*INSTRUCTIONS TO FOLLOW*
Copy each line of the data beneath in which the word "Saint" appears.

*DATA EXTRACTS*
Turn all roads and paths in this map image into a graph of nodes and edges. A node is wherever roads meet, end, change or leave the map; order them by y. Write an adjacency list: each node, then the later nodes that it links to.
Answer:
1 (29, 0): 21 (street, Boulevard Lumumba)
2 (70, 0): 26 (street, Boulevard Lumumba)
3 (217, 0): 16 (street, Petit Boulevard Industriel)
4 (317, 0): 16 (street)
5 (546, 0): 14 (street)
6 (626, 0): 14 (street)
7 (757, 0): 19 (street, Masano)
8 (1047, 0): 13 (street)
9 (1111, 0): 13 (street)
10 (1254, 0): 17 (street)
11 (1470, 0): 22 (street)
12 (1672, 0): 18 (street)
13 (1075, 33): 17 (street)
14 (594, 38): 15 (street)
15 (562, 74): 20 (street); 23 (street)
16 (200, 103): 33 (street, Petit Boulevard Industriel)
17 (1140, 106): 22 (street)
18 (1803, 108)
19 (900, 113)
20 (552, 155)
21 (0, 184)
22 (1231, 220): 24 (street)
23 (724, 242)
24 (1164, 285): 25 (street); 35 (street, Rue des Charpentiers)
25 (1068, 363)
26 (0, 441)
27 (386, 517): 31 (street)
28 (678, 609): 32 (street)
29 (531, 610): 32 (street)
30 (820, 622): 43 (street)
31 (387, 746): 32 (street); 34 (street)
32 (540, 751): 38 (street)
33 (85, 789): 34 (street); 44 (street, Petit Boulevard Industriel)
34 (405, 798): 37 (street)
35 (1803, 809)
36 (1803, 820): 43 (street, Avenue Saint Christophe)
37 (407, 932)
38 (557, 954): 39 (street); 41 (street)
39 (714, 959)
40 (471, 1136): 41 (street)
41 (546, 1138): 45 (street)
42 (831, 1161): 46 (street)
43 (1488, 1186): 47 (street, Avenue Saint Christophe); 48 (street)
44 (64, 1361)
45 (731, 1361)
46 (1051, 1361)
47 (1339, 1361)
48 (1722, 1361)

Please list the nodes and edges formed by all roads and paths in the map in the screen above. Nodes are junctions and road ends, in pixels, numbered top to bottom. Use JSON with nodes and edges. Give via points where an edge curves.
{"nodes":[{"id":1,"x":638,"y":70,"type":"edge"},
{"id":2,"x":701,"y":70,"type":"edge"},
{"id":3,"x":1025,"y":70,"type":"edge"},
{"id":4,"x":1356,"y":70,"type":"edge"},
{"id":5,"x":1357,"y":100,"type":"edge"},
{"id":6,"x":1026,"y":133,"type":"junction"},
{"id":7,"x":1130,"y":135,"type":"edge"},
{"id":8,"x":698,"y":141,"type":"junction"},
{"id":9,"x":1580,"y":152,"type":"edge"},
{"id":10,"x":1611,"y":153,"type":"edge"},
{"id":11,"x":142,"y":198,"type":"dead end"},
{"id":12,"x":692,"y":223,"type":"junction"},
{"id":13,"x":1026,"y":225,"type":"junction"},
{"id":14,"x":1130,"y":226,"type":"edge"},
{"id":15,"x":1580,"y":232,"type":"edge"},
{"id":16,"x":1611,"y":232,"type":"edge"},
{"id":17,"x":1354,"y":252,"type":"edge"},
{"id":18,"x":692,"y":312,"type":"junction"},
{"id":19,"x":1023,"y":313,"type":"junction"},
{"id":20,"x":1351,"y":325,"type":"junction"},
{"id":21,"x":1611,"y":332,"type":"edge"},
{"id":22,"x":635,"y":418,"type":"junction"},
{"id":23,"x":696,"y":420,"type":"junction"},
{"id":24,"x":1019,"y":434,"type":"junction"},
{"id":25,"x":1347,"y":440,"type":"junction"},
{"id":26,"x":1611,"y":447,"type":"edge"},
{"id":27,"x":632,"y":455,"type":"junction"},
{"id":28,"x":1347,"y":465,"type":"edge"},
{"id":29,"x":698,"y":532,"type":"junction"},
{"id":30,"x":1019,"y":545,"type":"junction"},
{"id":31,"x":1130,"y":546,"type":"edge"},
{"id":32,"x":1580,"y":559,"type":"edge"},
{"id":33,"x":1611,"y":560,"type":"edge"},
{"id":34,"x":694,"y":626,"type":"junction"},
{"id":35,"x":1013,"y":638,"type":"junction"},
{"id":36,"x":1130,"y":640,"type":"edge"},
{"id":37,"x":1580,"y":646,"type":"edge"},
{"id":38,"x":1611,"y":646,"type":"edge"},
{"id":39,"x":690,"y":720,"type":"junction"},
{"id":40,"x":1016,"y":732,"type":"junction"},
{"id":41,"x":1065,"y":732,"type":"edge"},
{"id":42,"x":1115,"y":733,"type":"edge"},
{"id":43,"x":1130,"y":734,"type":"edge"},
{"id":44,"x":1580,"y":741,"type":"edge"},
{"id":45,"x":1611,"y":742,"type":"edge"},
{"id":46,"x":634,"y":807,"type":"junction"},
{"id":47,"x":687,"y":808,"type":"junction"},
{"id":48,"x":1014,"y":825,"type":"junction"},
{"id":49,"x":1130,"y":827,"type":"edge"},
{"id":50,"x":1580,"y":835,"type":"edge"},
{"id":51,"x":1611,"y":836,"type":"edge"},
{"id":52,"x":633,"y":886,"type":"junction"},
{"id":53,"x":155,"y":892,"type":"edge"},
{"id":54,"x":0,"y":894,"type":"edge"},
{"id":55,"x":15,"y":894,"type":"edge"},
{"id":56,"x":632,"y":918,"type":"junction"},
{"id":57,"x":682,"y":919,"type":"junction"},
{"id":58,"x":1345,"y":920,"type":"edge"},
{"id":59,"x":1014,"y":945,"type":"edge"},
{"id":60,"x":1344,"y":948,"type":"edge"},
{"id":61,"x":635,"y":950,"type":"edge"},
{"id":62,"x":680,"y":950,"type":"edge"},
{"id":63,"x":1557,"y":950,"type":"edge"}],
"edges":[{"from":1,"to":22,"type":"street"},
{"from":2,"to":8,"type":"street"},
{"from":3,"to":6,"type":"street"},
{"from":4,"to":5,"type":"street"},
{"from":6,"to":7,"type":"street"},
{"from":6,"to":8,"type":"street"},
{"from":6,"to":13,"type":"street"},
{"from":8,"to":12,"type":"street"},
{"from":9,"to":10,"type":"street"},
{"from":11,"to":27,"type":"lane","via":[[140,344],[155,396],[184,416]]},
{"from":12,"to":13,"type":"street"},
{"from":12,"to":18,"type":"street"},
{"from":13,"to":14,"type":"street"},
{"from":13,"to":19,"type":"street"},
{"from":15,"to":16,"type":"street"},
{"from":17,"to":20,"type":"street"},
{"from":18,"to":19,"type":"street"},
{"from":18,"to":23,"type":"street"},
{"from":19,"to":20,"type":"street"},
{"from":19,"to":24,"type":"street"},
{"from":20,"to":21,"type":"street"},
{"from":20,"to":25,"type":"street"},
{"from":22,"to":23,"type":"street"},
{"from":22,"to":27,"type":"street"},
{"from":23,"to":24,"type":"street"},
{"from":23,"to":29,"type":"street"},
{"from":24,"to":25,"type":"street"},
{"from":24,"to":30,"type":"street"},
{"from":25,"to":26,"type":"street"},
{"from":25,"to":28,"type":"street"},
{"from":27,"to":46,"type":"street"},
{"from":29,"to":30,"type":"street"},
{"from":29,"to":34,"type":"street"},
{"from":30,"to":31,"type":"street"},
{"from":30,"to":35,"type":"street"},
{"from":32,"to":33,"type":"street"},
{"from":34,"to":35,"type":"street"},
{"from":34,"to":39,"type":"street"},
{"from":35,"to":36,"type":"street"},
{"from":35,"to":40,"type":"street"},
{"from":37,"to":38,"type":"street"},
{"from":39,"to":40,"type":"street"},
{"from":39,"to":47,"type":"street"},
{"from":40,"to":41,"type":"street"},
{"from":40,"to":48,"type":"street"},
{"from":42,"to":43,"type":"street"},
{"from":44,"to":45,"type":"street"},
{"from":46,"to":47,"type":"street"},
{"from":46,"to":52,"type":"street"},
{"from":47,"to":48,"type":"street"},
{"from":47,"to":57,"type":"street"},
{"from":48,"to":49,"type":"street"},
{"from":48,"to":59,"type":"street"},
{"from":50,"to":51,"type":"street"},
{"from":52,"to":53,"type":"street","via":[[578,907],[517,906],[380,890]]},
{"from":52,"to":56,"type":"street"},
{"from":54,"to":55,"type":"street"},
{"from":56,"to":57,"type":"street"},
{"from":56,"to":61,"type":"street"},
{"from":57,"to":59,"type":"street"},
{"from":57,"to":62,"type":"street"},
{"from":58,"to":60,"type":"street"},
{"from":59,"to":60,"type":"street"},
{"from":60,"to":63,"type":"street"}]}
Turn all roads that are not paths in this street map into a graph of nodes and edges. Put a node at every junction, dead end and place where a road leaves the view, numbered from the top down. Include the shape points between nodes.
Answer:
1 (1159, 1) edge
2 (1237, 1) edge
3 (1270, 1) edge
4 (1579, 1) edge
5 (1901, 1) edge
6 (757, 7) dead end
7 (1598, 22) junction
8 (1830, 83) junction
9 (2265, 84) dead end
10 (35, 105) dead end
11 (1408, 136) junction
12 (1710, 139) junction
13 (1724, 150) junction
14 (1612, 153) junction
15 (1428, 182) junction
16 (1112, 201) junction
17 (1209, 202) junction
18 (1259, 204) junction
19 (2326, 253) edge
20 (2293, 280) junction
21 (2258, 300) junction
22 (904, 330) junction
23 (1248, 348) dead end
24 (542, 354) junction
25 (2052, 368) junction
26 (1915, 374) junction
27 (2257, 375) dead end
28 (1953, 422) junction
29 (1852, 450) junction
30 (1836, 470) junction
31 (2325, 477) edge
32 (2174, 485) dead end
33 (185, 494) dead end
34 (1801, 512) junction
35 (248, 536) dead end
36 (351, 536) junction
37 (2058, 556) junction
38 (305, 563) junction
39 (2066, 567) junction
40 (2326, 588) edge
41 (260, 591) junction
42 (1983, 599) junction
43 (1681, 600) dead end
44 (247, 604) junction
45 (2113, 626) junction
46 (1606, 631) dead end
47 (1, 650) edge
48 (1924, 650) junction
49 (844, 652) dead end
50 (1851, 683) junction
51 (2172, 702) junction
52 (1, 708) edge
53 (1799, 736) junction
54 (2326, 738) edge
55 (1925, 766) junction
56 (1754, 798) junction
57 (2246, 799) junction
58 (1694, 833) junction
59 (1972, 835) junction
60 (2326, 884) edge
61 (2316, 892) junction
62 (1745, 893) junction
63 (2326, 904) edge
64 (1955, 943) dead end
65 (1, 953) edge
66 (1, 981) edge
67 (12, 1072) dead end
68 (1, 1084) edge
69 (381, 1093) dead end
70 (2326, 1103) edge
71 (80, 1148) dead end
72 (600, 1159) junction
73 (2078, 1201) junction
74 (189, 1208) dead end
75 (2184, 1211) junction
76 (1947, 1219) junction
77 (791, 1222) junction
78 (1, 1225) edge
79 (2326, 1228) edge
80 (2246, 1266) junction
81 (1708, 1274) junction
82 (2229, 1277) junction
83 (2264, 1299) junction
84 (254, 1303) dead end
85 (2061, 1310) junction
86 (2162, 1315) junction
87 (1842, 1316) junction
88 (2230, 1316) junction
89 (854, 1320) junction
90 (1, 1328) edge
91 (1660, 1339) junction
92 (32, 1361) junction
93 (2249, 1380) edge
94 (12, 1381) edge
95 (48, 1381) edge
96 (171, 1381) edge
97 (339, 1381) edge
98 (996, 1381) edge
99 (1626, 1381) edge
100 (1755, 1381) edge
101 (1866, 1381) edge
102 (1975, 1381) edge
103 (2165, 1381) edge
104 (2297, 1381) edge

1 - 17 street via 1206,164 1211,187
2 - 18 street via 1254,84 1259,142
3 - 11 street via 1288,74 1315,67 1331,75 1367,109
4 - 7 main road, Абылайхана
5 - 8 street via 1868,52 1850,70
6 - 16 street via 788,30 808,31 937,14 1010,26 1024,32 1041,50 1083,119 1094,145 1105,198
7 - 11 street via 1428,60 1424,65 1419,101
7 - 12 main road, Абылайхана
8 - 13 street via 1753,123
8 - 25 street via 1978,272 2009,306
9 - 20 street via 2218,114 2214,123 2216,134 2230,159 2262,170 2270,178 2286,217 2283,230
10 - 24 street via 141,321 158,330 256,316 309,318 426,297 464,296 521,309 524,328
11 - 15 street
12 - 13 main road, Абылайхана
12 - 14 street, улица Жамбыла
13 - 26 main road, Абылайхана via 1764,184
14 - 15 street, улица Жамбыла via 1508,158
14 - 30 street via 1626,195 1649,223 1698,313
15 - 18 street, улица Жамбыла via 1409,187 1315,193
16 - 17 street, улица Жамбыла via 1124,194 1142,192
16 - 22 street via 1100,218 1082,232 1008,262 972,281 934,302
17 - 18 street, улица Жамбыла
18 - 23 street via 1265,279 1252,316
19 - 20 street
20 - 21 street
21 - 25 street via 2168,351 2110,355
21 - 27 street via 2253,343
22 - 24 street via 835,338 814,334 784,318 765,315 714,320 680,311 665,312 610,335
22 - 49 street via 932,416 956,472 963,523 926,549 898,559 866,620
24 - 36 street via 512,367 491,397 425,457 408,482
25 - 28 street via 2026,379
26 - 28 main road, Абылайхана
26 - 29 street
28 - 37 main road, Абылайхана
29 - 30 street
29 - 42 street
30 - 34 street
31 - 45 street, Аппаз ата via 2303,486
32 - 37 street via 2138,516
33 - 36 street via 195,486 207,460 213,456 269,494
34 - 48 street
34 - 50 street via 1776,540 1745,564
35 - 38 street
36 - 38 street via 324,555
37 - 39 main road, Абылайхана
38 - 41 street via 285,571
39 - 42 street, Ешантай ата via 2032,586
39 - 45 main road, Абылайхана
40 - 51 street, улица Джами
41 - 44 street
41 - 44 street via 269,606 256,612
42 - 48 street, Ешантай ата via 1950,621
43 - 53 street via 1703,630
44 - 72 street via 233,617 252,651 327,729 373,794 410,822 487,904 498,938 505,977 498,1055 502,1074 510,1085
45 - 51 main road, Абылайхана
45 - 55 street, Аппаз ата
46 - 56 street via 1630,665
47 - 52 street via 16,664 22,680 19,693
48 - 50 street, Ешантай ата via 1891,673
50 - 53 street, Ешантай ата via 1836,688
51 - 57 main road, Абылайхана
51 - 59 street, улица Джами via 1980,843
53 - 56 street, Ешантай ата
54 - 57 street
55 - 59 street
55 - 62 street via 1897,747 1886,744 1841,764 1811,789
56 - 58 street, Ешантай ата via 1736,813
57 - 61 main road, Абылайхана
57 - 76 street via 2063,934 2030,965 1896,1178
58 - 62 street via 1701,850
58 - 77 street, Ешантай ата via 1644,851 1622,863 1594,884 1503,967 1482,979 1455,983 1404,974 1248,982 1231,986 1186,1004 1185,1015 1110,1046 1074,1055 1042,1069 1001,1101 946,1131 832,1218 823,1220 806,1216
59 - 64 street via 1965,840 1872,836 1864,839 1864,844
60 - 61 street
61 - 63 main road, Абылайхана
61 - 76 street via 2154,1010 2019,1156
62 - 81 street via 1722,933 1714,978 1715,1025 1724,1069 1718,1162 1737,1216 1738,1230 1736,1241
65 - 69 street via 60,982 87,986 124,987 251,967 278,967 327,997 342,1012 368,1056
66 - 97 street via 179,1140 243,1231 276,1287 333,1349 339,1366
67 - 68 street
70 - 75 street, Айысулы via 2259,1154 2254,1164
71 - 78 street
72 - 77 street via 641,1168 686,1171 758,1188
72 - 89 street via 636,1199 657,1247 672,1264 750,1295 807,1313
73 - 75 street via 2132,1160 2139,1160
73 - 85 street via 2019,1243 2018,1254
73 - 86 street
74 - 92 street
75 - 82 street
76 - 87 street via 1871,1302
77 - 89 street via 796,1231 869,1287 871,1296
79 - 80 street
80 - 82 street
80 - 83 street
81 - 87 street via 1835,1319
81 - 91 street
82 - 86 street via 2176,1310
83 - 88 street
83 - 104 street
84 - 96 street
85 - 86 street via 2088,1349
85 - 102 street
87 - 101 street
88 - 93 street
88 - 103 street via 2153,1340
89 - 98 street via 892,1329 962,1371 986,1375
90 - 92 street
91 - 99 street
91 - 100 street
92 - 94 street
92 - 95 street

*ANSWER TO THE PROBLEM*
36 (1803, 820): 43 (street, Avenue Saint Christophe)
43 (1488, 1186): 47 (street, Avenue Saint Christophe); 48 (street)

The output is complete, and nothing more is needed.